From: Dickey, Michael F (michael_f_dickey@groton.pfizer.com)
Date: Tue Feb 26 2002 - 08:09:25 MST


-----Original Message-----
From: Anders Sandberg [mailto:asa@nada.kth.se]
Sent: Tuesday, February 26, 2002 8:21 AM
To: extropians@extropy.org
Subject: Re: SOFTWARE: Do you play computer games?

My main complaint is that all these new technologies doesn't really
change the world - you still have cities, army units and mines even
when your devices are nanotech with AI powered by controlled
singularities. I would really like to create a game where such
developments really changed the way everything worked, but I realize
this might be extremely tricky to do game balance-wise and in a way that
non-initiated players would understand.

One day - when I have time - I would dearly love to participate in
writing a game like SMAC with truly transhuman technologies and more
interesting personality simulations of the opponents.
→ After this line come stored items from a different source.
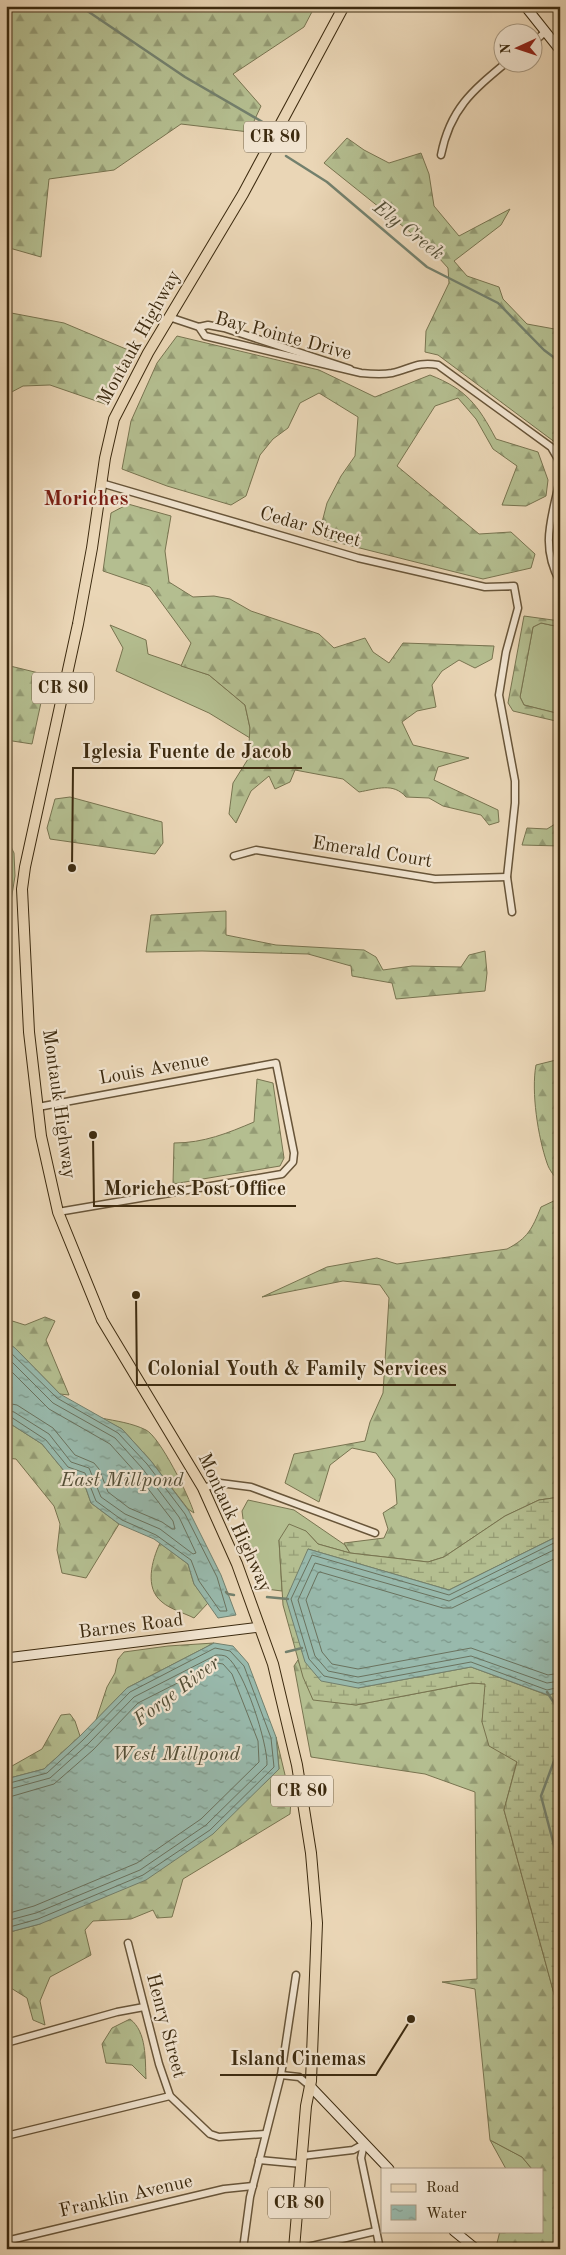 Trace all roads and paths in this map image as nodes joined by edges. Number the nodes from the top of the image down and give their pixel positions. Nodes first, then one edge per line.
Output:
1 (344, 6) edge
2 (525, 6) edge
3 (545, 32) joint
4 (560, 50) edge
5 (495, 72) edge
6 (441, 155) dead end
7 (169, 317) junction
8 (199, 327) junction
9 (361, 373) junction
10 (560, 468) edge
11 (560, 478) edge
12 (101, 482) junction
13 (560, 582) edge
14 (234, 856) dead end
15 (507, 877) junction
16 (512, 912) dead end
17 (38, 1107) junction
18 (58, 1212) junction
19 (203, 1488) junction
20 (375, 1534) dead end
21 (260, 1627) junction
22 (6, 1658) edge
23 (128, 1943) dead end
24 (296, 1975) dead end
25 (144, 2008) junction
26 (6, 2043) edge
27 (281, 2075) junction
28 (310, 2086) junction
29 (170, 2096) junction
30 (265, 2134) junction
31 (6, 2136) edge
32 (364, 2144) junction
33 (259, 2160) junction
34 (302, 2160) junction
35 (388, 2168) edge
36 (253, 2186) junction
37 (376, 2231) junction
38 (455, 2232) edge
39 (6, 2241) edge
40 (243, 2249) edge
41 (294, 2249) edge
42 (298, 2249) edge
43 (380, 2249) edge
44 (476, 2249) edge

1 - 7 main road, Montauk Highway / CR 80
2 - 3 street
3 - 4 street
5 - 6 street
7 - 8 street, Bay Pointe Drive
7 - 12 main road, Montauk Highway / CR 80
8 - 9 street, Bay Pointe Drive
8 - 9 street, Bay Pointe Drive
9 - 10 street, Bay Pointe Drive
11 - 13 street
12 - 15 street, Cedar Street
12 - 17 main road, Montauk Highway / CR 80
14 - 15 street, Emerald Court
15 - 16 street
17 - 18 main road, Montauk Highway / CR 80
17 - 18 street, Louis Avenue
18 - 19 main road, Montauk Highway / CR 80
19 - 20 street
19 - 21 main road, Montauk Highway / CR 80
21 - 22 street, Barnes Road
21 - 28 main road, Montauk Highway / CR 80
23 - 25 street, Henry Street
24 - 27 street
25 - 26 street
25 - 29 street, Henry Street
27 - 28 street
27 - 30 street
28 - 32 street
28 - 34 main road, Montauk Highway / CR 80
29 - 30 street, Henry Street
29 - 31 street
30 - 33 street
32 - 34 street
32 - 35 street
32 - 37 street
33 - 34 street
33 - 36 street
34 - 41 main road, Montauk Highway / CR 80
36 - 39 street, Franklin Avenue
36 - 40 street
37 - 42 street
37 - 43 street
38 - 44 street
     ----------------------------------------

Indeed, same here. I can not add another 'extropian' like game that exists
to the list (I did really like alpha centauri) but, like Anders, I would
like to write my own sometime. My idea, in case there are any programmers
out there with a lot of free time would be an RTS, like star craft / alpha
centauri. It starts in a similiar way that some other games out there
start, at the beginning of technological evolution, say early in the
agricultural age. The whole game is logorithmically based, at first you
control individual units (your village people) the game progresses through
the ages and technological changes. Not a whole lot different then what
some other games do. But here is the difference, the game progresses far
into the future from Type I to Type II onto Type III galactic civilizations.
Your map starts out as, say, a 1km x 1km grid, a town or village. You
control individual units, they are all to scale and 3D models. But, as
technology and scale progresses, your map gets bigger and you can scale in
and out. The smallest map is 1km x 1km, and covers 1km^2, the next can be
10km x 10km, a county sized scale (or maybe something in between, 2.5km,
5km) At 10km you control 10 units at a time, and AI takes a small hold over
the units. You zoom out again, you are at 100km x 100km and control 100
units at a time (for example) Your territory covers a whole state. You
scale further out to provinces, countries, hemispheres, planets, solar
systems, galaxies, galactic clusters...

The flow of time would not be linear as well, as you progress further, time
passes more rapidly (just as kurzweil speaks of the diminishing time between
salient events) At the basic level, time passes 1 sec for every second
played, then moves to a 10:1, 100:1, etc. etc.

The technological progression can probably be modeled by following basic
technological curves, things that like speed of transportation, (past the
confining light speed limit of classical / relativistic physics through
whatever technological name you muster)

The main measurement in the game will be energy, how much energy is your
society producing how much can it control / harness (for transporation,
weapons, etc)

Energy generation / storage devices will go through the same technological
curves.

I would like it to be 3D, so views could be scaled and rotated easily, and
to switch to a first person view as well (which just amounts to a different
camera location in the 3D world)

The game could start out as just one planet, and expansion packs would make
solar systems, galactic quadrants, galaxies, etc. available.

I would like to model algorithms that make up the names for the
technological breakthroughs, so they will not be limited or predifined, and
different civiliazations may have different means of accomplishing these
things (different size devices, different levels of effeciency, etc)

Ok, Im done.... back to the real world.